Dataset entries Start Marker

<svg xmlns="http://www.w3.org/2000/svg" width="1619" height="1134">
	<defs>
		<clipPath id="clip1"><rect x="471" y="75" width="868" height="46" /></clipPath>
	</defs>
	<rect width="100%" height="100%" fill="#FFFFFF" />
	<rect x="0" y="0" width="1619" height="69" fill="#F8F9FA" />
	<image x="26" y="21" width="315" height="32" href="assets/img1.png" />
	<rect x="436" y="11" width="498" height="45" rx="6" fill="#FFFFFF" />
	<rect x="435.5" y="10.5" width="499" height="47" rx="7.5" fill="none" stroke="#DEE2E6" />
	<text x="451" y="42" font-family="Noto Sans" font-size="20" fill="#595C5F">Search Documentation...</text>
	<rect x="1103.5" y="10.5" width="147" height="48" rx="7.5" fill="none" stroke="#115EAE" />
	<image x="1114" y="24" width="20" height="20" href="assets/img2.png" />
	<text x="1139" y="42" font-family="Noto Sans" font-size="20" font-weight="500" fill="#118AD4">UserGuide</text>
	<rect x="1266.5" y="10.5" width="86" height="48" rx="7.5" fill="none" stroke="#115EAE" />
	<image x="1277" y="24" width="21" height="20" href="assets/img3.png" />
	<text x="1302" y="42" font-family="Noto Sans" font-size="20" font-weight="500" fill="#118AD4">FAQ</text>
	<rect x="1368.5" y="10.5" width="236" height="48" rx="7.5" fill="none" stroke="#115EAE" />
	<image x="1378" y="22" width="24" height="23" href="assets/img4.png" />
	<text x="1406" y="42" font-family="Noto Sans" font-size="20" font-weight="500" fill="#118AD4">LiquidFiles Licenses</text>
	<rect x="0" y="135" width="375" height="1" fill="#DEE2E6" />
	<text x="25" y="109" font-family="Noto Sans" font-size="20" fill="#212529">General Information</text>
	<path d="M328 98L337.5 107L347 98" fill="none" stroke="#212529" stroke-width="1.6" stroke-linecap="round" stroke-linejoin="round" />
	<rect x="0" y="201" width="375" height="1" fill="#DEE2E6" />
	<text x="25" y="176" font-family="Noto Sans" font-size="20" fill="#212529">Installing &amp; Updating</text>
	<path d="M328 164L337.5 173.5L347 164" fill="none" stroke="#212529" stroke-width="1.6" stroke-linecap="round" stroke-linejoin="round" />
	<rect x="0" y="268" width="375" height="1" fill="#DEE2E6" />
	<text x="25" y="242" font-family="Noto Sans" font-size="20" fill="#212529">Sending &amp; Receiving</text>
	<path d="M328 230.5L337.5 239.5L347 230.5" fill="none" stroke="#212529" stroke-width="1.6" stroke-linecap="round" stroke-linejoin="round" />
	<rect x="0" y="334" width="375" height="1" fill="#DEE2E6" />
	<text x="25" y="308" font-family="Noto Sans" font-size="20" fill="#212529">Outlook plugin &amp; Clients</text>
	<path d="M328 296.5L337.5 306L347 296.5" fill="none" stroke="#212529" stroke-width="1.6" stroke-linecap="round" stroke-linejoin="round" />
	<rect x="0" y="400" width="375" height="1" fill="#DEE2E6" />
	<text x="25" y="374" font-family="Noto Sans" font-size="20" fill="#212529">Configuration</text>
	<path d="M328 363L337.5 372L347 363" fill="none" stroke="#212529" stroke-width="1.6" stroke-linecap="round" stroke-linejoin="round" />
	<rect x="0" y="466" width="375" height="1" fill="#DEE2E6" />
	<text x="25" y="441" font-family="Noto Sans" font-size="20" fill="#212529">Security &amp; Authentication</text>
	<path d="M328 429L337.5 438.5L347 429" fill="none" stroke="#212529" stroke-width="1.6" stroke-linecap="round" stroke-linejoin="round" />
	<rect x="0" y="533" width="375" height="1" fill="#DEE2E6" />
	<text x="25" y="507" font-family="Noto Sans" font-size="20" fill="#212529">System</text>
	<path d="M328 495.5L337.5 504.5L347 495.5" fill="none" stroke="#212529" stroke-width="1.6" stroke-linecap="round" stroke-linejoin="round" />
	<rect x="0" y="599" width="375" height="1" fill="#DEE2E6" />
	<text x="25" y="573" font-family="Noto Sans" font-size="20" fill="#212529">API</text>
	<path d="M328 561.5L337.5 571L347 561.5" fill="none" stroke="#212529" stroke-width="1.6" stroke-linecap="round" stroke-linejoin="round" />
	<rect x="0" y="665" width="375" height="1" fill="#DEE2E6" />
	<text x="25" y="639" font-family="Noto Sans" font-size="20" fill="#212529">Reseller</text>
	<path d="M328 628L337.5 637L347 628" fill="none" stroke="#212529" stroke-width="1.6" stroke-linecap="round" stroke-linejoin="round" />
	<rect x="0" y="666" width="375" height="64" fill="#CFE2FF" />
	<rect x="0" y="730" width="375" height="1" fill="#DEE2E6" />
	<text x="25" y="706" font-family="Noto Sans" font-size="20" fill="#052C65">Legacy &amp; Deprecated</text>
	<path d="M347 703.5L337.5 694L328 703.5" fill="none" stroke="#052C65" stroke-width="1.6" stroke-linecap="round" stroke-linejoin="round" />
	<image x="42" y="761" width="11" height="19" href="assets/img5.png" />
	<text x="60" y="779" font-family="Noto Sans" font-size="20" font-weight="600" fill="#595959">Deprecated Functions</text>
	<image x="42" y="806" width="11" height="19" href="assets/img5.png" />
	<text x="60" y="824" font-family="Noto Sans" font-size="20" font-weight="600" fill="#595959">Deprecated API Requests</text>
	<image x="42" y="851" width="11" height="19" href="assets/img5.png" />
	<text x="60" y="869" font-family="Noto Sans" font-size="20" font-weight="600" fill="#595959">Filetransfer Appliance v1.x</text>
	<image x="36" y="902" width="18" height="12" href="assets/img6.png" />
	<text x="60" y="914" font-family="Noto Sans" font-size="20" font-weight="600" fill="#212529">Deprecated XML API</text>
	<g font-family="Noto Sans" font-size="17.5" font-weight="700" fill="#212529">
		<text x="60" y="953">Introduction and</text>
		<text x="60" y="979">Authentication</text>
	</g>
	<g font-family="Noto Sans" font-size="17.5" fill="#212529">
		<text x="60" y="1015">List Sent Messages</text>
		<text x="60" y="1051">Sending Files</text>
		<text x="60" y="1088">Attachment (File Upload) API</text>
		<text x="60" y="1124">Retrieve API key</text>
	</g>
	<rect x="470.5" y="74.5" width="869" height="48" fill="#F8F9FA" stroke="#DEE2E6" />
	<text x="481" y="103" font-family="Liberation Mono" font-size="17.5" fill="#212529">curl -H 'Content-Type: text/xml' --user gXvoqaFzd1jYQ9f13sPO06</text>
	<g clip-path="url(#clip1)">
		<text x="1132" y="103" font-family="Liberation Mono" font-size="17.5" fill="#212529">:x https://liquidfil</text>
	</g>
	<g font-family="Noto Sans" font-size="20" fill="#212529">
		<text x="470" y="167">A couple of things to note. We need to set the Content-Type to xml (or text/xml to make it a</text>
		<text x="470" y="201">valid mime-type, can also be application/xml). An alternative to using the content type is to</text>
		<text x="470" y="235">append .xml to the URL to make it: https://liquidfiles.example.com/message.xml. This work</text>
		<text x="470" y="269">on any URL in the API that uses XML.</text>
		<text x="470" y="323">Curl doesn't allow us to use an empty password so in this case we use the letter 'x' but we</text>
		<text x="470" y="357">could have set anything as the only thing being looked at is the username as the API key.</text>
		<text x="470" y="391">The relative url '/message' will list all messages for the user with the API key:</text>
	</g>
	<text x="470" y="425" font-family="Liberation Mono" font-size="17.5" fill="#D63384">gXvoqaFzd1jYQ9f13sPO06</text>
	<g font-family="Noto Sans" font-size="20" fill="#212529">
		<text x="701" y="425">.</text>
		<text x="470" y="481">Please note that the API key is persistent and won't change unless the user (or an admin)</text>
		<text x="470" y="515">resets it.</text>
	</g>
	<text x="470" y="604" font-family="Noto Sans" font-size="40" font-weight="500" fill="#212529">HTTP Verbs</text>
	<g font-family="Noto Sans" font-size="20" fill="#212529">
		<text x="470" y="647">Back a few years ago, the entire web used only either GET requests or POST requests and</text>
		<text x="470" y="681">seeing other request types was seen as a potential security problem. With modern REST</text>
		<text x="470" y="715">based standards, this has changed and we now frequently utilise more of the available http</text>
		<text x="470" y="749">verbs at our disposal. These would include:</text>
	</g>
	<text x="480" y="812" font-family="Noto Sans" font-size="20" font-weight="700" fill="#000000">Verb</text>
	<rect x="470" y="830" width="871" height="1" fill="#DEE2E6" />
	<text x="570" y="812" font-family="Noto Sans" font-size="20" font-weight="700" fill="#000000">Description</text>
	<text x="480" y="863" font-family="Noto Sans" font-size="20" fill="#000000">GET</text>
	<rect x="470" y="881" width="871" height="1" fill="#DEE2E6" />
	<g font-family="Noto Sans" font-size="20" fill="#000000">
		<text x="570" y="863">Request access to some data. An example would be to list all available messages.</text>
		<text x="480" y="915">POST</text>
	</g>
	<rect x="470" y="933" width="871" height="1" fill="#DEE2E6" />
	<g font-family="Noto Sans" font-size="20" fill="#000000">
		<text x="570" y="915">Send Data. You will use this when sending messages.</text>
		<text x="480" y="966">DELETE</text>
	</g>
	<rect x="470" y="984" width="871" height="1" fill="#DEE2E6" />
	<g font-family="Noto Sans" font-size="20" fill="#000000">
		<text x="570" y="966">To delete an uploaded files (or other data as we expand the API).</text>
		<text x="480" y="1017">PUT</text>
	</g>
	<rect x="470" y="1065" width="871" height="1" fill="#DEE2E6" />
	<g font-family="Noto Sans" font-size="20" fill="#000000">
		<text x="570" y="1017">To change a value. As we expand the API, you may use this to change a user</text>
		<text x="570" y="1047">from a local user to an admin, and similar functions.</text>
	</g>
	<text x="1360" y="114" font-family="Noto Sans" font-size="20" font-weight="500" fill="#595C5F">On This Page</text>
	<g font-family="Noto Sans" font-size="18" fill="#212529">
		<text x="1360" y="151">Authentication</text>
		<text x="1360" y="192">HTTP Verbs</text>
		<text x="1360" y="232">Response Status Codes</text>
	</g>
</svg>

Dataset entries End Marker

> [Exercise]: From the data above, count the lines that hold the string "will". Reply with only that number.

> [Output for this task]: 2